The plaintiff testified that the note sued on was executed *291for the purchase money of other land, and that this note was not paid. The plaintiff urges that this instruction was erroneous, because it tells the jury that possession of the deed was prima facie evidence that the note sued on was paid. But the court in this instruction further told the jury that certain findings of fact must be made by the jury before this would follow. The jury must first find from the preponderance of the testimony that the note sued on was given for part of the purchase money of the land which is described in the instruction, and that it was the same note mentioned in the bond for title executed by plaintiff in which it was provided that upon the payment of this note the plaintiff would execute to defendant a deed for the land, and that in pursuance thereof plaintiff did execute this deed in which the receipt of the payment of this note was acknowledged. Finding the above to be the facts, the jury were instructed that then such deed would be prima facie evidence of such payment. Under the circumstances of this case we do not think the court erred in giving said instruction. Vaugine v. Taylor, 18 Ark. 65; St. Louis & N. A. Rd. Co. v. Crandell, 75 Ark. 89; Morton v. Morton, 82 Ark. 492; 13 Cyc. 735.

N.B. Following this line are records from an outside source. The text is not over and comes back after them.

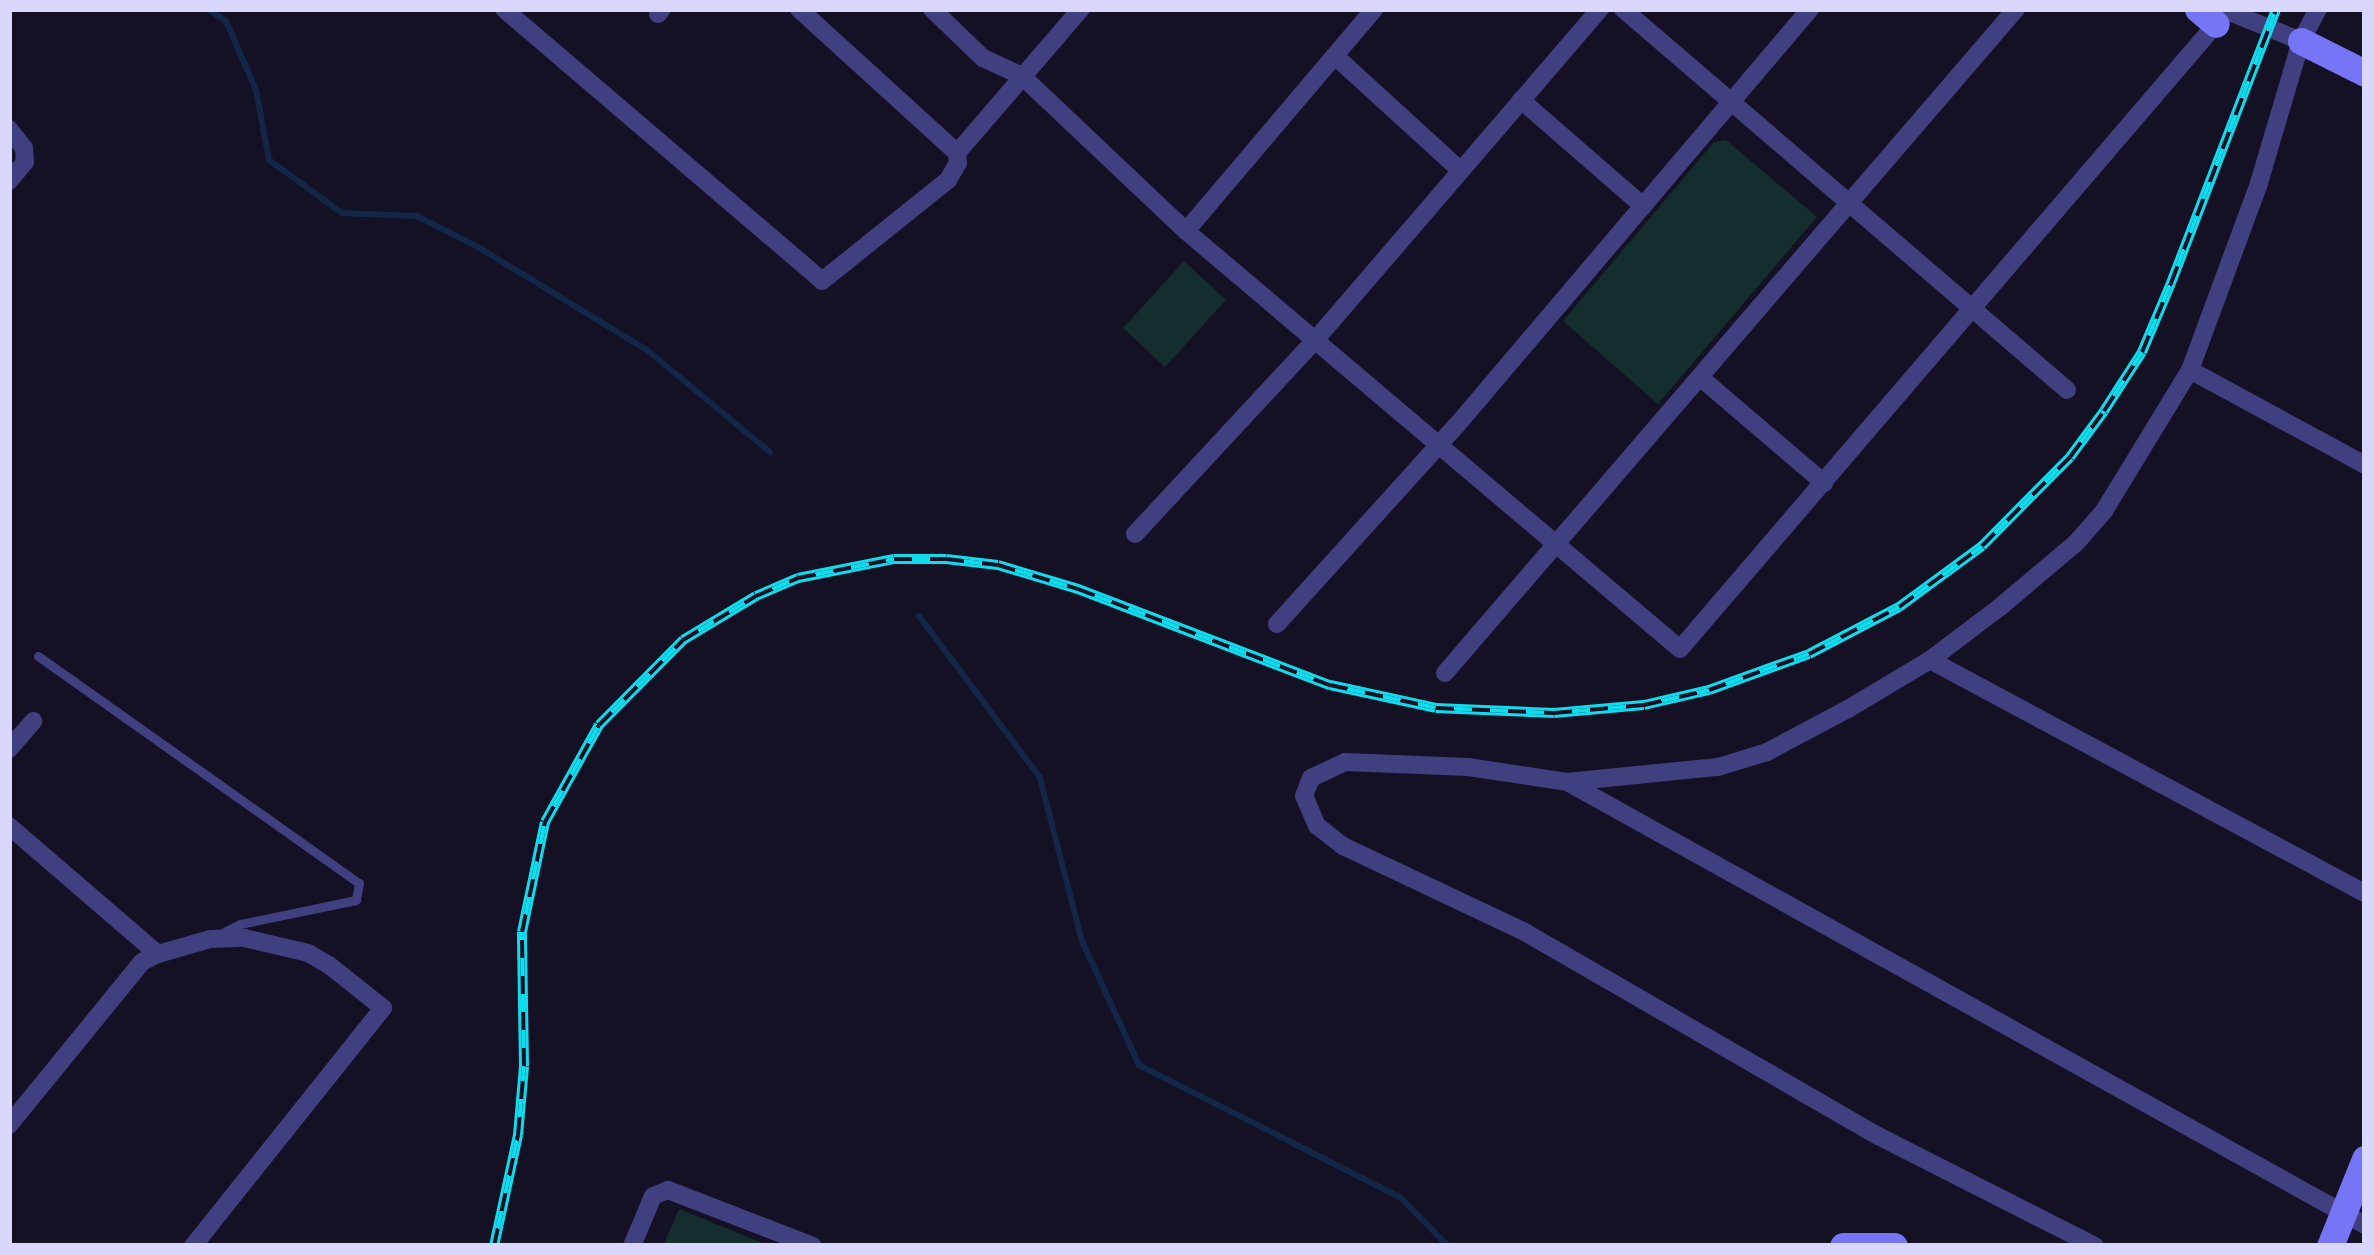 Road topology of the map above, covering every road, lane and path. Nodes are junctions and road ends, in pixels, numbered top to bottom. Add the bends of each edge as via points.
1 (504, 9) edge
2 (799, 9) edge
3 (932, 9) edge
4 (1081, 9) edge
5 (1374, 9) edge
6 (1600, 9) edge
7 (1623, 9) edge
8 (1810, 9) edge
9 (2017, 9) edge
10 (2318, 9) edge
11 (2217, 13) edge
12 (2301, 41) junction
13 (1335, 56) junction
14 (2365, 73) edge
15 (1022, 76) junction
16 (1521, 100) junction
17 (1732, 100) junction
18 (9, 129) edge
19 (957, 153) junction
20 (1460, 170) junction
21 (9, 182) edge
22 (1848, 202) junction
23 (1642, 206) junction
24 (1186, 231) junction
25 (1972, 309) junction
26 (1317, 338) junction
27 (2191, 370) junction
28 (1701, 379) junction
29 (2067, 390) dead end
30 (1440, 444) junction
31 (2365, 466) edge
32 (1824, 483) junction
33 (1135, 534) dead end
34 (1557, 548) junction
35 (1277, 624) dead end
36 (38, 656) dead end
37 (1930, 660) junction
38 (1445, 673) dead end
39 (33, 721) dead end
40 (9, 749) edge
41 (1567, 782) junction
42 (9, 826) edge
43 (2365, 893) edge
44 (209, 939) junction
45 (158, 954) junction
46 (9, 1125) edge
47 (2365, 1160) edge
48 (2340, 1211) junction
49 (2365, 1225) edge
50 (193, 1246) edge
51 (632, 1246) edge
52 (813, 1246) edge
53 (1843, 1246) edge
54 (1894, 1246) edge
55 (2095, 1246) edge
56 (2330, 1246) edge

1 - 19 street via 822,281 948,180
2 - 19 street
3 - 15 street via 983,58
4 - 15 street
5 - 13 street
6 - 16 street
7 - 17 street
8 - 17 street
9 - 22 street
10 - 12 street
11 - 12 street
11 - 25 street
12 - 14 street
12 - 27 street
13 - 20 street
13 - 24 street
15 - 19 street
15 - 24 street
16 - 20 street
16 - 23 street
17 - 22 street
17 - 23 street
18 - 21 street via 25,148
20 - 26 street
22 - 25 street
22 - 28 street
23 - 30 street
24 - 26 street
25 - 29 street
25 - 32 street
26 - 30 street
26 - 33 street
27 - 31 street
27 - 37 street via 2076,543
28 - 32 street
28 - 34 street
30 - 34 street
30 - 35 street
32 - 34 street via 1680,649
34 - 38 street
36 - 44 lane via 358,883 356,899 240,924
37 - 41 street via 1767,752 1718,767
37 - 43 street
39 - 40 street
41 - 48 street
41 - 55 street via 1468,767 1345,762 1311,778 1304,796 1316,826 1343,846 1526,932 1878,1136
42 - 45 street
44 - 45 street
44 - 50 street via 308,953 383,1008
45 - 46 street via 142,962
47 - 48 street
48 - 49 street
48 - 56 street
51 - 52 street via 653,1196 668,1190
53 - 54 street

Sometime after the jury had gone from the bar to deliberate, the court allowed them to take to the jury room the note sued on, the note for $160, and the bond for title, over the objection of plaintiff; and plaintiff urges this as a prejudicial error.

We have examined carefully into the evidence in this case and these papers, and we find that no prejudice resulted or could have resulted from permitting the jury to have these papers.

The authenticity of these papers was not questioned, and there was not a particle of testimony or a suggestion to impeach their contents. These papers had been exhibited to and examined by the jury during the progress of the trial. The inspection of the papers by the jury afterwards in the jury room could not, under these circumstances, have had any prejudical effect. To imagine any such vitiating effect in this case by the inspection by the jury of these papers in the jury room would involve the impeachment of the capacity and the intelligence of the jurors to discharge the functions of their office. Thompson on Trials, § 2575; Baylies, Trial Practice, p. 338; 17 Am. & Eng. Ency. *292Law, 1239; Little Schuylkill Navigation Co. v. Richards, 57 Pa. St. 142.

Finding no 'error, the judgment of the lower court is affirmed.